Nigeria has struggled to mobilise upstream investment and has consistently fallen short of less ambitious production growth targets in recent years. The country’s crude production fell by 4.5 per cent on the month to 1.47 million bpd in February, according to the Nigerian Upstream Petroleum Commission (NUPRC) — just under its OPEC+ quota of 1.5 million bpd.
Also, a report by the organisation has stated that Nigeria’s independently-owned 650,000 bpd Dangote refinery is commissioning its alkylation unit, which will enable it to run its Crude Distillation Unit (CDU) at operating capacity “some time next month”, according to a source with knowledge of the matter.
The source said CDU capacity is 550,000 b/d currently, although vessel tracking data suggest it is running some way below that.
Crude arrivals at the refinery to date in March have fallen to between 175,000-235,000 bpd, according to preliminary data from vessel trackers Kpler and Vortexa, from 405,000 bpd in February. Throughput hit a high of 433,000 bpd in December, according to Kpler.
The alkylation line, which produces high octane alkylate for gasoline (petrol) blending, is the last of Dangote’s secondary units to come online. Argus Consulting puts it at a nameplate capacity of 27,000 bpd. Other secondary units could be utilised at their maximum capacity once the alkylation unit is up and running, which would give a boost to gasoline blending component production.
Recent lower runs at Dangote could suggest decreased output of gasoline — a key product in the local refined product market. Nigerian gasoline and blending component imports are around 345,000t to date this month, up from 245,000t in all of February, the report said.
Petrol imports in the wider west African market will be around 450,000 tons in April, a European petrol trader told Argus this week. Nigeria accounts for around three quarters of the region’s imports.
Also, Nigeria’s 210,000 bpd Port Harcourt refinery has been allocated three cargoes of domestic light sweet crude Bonny Light in April-May, according to traders, suggesting that any issues affecting receipts in February and March might have been resolved.
The refinery — which restarted operations late last year following a revamp — has been allocated a 950,000 barrels cargo loading over 5-6 April and two 475,000 barrels shipments loading over 22-23 April and 1-2 May, traders said, citing the latest loading programmes. All three cargoes are to be loaded by the refinery’s operator, state-owned NNPC.
Market sources said last month that Port Harcourt’s February and March crude allocations had been cancelled, with one of the sources saying a crude unit at the refinery was not functioning.

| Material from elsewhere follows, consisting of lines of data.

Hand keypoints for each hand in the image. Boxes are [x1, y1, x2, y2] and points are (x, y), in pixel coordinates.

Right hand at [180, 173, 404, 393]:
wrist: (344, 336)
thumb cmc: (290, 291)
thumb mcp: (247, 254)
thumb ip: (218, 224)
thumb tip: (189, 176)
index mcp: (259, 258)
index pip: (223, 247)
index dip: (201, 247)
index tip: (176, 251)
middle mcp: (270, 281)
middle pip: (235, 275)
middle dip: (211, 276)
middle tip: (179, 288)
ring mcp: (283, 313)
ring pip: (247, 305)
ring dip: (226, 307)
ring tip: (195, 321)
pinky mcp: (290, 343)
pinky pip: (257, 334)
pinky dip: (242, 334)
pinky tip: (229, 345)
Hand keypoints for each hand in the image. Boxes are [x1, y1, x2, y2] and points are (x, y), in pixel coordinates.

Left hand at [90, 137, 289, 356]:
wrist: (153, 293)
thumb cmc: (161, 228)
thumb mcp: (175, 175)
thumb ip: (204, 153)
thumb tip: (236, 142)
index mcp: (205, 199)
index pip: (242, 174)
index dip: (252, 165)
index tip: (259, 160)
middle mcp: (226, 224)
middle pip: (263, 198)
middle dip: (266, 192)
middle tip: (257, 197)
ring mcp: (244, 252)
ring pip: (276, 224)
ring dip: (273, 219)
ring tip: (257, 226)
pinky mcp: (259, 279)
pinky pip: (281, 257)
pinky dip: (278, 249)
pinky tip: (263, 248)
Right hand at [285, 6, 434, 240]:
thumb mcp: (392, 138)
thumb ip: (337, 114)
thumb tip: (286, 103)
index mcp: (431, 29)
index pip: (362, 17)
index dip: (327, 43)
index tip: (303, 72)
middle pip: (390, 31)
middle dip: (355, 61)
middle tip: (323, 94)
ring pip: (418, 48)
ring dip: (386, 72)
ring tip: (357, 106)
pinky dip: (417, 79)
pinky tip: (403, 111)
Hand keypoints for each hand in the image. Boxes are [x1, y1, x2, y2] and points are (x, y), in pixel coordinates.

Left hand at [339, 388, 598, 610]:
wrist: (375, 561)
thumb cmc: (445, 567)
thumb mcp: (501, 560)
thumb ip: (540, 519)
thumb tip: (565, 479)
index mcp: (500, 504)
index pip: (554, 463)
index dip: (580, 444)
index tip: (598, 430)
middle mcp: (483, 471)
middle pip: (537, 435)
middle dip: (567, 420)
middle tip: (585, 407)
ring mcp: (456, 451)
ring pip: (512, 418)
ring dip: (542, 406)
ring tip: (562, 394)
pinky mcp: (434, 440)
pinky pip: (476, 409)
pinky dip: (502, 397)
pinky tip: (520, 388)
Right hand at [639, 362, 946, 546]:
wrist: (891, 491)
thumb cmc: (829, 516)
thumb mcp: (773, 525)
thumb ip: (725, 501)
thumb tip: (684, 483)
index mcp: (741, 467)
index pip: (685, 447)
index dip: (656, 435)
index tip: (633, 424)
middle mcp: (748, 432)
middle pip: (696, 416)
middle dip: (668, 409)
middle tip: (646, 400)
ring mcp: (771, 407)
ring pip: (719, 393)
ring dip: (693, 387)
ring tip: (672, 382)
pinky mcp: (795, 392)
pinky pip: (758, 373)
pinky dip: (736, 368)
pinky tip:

This was not confirmed by NNPC. And a source at the company has since told Argus that a 475,000 barrels shipment of Bonny Light had been due to be pumped to Port Harcourt before operations at the grade’s export terminal were briefly disrupted by a fire on the Trans Niger Pipeline (TNP) last week.
The Renaissance Africa consortium — which recently took over operatorship of the TNP and the Bonny terminal from Shell — said pipeline flows were restored on March 19.
Port Harcourt — which is designed to run Bonny Light — was originally built as two refineries, and rehabilitation work has only been completed at one 60,000 bpd section.
Total loadings of Bonny Light have been revised to 209,000 bpd for April across seven cargoes and have been set at 202,000 bpd for May across the same number of cargoes.